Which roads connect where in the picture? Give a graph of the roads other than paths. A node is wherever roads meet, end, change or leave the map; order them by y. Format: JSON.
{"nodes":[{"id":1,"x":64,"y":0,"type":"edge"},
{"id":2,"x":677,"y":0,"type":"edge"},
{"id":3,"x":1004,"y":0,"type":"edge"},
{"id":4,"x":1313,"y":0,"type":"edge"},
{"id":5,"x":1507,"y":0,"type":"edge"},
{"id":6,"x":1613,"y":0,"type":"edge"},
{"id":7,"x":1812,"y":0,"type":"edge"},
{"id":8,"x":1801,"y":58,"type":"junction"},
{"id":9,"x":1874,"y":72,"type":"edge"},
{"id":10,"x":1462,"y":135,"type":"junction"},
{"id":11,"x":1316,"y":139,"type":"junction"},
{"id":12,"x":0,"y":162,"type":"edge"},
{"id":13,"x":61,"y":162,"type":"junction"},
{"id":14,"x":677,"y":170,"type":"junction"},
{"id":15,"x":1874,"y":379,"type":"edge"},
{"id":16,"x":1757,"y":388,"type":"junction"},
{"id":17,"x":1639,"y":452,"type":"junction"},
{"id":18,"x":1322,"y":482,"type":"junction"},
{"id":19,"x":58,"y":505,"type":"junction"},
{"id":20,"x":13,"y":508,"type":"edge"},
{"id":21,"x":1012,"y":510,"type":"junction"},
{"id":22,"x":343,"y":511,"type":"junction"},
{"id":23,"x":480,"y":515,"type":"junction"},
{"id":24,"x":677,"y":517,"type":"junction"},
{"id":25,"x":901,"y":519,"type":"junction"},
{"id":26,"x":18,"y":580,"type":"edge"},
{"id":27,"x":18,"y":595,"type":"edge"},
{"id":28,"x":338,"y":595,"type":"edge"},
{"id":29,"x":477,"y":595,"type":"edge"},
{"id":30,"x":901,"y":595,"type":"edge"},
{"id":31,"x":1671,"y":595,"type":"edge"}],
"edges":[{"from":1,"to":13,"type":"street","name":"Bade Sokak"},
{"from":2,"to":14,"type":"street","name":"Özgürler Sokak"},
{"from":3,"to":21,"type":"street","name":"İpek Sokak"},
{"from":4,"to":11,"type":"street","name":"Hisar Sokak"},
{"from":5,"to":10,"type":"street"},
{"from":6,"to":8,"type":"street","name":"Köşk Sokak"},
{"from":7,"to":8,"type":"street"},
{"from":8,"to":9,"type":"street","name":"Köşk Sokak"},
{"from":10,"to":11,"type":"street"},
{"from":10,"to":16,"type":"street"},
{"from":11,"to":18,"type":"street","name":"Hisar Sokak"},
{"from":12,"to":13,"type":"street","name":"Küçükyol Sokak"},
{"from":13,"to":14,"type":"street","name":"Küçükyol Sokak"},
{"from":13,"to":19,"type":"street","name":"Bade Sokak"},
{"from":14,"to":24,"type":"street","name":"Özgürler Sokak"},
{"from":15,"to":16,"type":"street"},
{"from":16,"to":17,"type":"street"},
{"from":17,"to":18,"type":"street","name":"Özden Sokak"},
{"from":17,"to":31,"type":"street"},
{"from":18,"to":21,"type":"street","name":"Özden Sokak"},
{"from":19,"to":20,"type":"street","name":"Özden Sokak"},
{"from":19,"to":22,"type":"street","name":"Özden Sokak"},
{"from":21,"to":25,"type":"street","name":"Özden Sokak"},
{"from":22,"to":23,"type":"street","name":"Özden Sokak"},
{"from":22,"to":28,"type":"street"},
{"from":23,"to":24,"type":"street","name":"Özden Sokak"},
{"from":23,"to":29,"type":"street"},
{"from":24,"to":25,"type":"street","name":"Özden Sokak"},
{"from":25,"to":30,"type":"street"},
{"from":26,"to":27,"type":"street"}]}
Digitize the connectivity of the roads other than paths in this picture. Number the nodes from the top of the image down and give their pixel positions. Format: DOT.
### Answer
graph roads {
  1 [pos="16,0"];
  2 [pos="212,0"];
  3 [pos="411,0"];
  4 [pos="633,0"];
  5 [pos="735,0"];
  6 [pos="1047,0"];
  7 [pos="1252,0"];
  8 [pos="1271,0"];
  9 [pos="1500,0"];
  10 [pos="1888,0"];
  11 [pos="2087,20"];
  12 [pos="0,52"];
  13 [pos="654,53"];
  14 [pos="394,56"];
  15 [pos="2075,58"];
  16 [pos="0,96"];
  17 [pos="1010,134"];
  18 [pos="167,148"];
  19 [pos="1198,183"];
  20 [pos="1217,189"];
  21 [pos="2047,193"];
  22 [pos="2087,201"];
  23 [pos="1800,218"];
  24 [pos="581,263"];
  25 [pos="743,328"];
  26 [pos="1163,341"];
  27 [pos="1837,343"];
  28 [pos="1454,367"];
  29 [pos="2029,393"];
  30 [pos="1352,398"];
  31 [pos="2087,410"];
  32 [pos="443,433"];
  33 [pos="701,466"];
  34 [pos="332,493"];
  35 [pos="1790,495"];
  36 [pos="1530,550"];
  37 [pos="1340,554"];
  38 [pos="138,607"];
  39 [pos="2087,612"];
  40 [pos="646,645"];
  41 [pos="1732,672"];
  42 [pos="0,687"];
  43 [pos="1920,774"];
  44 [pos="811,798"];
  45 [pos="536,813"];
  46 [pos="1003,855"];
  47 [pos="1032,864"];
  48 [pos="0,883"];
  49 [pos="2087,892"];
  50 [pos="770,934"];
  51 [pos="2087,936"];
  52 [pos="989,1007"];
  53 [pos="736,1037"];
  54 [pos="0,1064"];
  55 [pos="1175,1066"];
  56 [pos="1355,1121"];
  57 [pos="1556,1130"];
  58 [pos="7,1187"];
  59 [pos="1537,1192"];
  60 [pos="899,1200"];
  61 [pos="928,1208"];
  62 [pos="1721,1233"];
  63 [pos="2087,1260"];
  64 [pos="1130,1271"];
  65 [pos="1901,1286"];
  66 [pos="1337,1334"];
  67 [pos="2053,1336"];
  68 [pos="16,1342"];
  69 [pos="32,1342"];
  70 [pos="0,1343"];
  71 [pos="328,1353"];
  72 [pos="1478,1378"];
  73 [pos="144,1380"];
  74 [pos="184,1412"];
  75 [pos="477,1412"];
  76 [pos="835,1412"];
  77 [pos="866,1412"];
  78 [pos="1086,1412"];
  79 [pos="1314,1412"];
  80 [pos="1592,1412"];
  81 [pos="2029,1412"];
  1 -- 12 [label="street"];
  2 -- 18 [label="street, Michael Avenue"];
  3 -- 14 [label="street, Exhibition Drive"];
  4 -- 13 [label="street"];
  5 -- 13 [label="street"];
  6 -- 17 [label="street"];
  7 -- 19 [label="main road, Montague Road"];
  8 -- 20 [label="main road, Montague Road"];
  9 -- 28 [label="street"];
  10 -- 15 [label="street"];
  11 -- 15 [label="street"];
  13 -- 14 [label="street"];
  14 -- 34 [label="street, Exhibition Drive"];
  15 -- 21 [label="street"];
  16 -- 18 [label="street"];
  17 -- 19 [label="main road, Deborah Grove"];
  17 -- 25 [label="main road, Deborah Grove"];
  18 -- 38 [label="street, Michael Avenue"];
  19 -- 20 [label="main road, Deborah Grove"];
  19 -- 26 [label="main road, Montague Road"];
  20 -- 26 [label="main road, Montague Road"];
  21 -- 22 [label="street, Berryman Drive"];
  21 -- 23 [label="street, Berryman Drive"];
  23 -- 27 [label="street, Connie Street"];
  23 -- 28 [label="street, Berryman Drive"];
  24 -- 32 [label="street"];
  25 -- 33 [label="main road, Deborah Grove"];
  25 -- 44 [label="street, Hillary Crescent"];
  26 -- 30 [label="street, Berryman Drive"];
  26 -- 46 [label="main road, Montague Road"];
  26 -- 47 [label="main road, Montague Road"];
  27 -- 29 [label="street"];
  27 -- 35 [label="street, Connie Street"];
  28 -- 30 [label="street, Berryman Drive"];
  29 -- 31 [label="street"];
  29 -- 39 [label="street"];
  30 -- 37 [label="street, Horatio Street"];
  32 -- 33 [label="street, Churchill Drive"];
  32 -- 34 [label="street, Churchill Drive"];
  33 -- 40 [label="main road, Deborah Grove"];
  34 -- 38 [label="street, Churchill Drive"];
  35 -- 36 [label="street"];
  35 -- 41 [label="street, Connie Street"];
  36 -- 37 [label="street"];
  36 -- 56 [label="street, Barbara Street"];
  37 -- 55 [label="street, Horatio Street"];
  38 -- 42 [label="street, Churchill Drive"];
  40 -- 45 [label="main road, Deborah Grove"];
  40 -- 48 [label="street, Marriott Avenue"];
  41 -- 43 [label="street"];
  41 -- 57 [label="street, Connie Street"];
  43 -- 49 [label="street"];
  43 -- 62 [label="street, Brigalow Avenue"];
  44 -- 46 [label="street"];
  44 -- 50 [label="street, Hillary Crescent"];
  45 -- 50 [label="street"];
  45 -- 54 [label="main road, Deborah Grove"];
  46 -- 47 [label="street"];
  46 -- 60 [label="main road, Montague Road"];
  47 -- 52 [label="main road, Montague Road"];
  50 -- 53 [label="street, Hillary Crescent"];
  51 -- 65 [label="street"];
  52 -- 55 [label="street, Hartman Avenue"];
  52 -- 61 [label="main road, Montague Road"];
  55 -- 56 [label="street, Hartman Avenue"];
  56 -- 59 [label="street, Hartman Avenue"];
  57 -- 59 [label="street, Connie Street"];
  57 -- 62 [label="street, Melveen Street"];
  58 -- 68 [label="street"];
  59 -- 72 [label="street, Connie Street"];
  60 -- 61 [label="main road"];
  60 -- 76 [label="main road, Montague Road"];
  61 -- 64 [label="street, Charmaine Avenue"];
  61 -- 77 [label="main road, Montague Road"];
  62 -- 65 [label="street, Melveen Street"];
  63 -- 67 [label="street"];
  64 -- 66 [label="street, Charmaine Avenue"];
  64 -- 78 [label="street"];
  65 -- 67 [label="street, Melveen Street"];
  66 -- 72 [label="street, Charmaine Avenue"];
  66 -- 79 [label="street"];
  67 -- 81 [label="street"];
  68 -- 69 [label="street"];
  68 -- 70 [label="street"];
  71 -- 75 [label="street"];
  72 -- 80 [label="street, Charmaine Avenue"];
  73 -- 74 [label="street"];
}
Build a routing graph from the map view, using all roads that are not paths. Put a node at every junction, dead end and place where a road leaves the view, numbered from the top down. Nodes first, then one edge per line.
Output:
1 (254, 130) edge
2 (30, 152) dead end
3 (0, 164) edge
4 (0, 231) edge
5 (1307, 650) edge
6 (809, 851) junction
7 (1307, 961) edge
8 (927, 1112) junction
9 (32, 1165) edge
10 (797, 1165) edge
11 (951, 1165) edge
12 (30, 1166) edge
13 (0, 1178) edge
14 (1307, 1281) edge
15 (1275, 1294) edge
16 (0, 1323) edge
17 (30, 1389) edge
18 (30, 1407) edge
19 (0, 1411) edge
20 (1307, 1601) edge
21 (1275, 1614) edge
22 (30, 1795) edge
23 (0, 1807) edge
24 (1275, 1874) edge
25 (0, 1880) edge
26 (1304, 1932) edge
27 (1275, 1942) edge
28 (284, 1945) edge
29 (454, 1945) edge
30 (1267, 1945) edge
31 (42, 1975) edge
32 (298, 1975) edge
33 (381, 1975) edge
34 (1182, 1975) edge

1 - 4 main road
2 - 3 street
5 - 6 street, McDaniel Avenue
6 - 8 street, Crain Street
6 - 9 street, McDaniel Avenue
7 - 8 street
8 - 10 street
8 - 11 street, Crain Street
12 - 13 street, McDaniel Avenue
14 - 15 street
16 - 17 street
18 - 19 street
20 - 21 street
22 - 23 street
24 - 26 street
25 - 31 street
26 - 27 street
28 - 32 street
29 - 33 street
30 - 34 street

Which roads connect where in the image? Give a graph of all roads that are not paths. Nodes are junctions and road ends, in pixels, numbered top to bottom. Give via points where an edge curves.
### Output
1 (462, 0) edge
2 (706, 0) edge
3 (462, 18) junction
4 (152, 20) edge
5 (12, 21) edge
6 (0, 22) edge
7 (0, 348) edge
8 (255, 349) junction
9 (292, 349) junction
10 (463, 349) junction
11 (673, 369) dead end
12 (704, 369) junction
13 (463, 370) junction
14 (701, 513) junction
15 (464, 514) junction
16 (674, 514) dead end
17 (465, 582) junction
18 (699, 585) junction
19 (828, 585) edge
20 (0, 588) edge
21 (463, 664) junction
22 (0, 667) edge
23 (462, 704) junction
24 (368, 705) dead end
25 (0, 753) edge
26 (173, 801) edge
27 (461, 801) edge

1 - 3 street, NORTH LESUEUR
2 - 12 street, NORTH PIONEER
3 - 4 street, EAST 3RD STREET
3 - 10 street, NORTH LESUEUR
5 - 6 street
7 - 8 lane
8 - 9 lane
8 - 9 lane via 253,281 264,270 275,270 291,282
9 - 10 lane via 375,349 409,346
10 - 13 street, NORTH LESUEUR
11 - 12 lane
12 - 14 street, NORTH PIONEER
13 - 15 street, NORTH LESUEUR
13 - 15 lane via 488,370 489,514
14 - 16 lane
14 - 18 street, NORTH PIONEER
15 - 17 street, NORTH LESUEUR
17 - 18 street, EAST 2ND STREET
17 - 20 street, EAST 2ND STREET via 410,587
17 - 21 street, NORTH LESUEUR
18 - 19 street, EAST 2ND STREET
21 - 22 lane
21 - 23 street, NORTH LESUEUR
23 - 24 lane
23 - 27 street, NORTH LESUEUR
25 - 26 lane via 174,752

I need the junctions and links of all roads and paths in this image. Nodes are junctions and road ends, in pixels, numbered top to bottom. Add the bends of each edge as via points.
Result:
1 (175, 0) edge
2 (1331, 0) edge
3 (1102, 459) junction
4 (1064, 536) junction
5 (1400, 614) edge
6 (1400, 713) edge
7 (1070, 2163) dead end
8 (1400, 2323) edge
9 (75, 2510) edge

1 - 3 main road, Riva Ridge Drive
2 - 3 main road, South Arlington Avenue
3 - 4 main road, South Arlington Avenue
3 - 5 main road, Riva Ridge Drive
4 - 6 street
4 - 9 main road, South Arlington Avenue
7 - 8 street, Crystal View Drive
__________________________________________________
* _What needs to be done_:
For the records above, how many lines contain the word "Crescent"? Reply with the number only.

* _Response for this exercise_:
3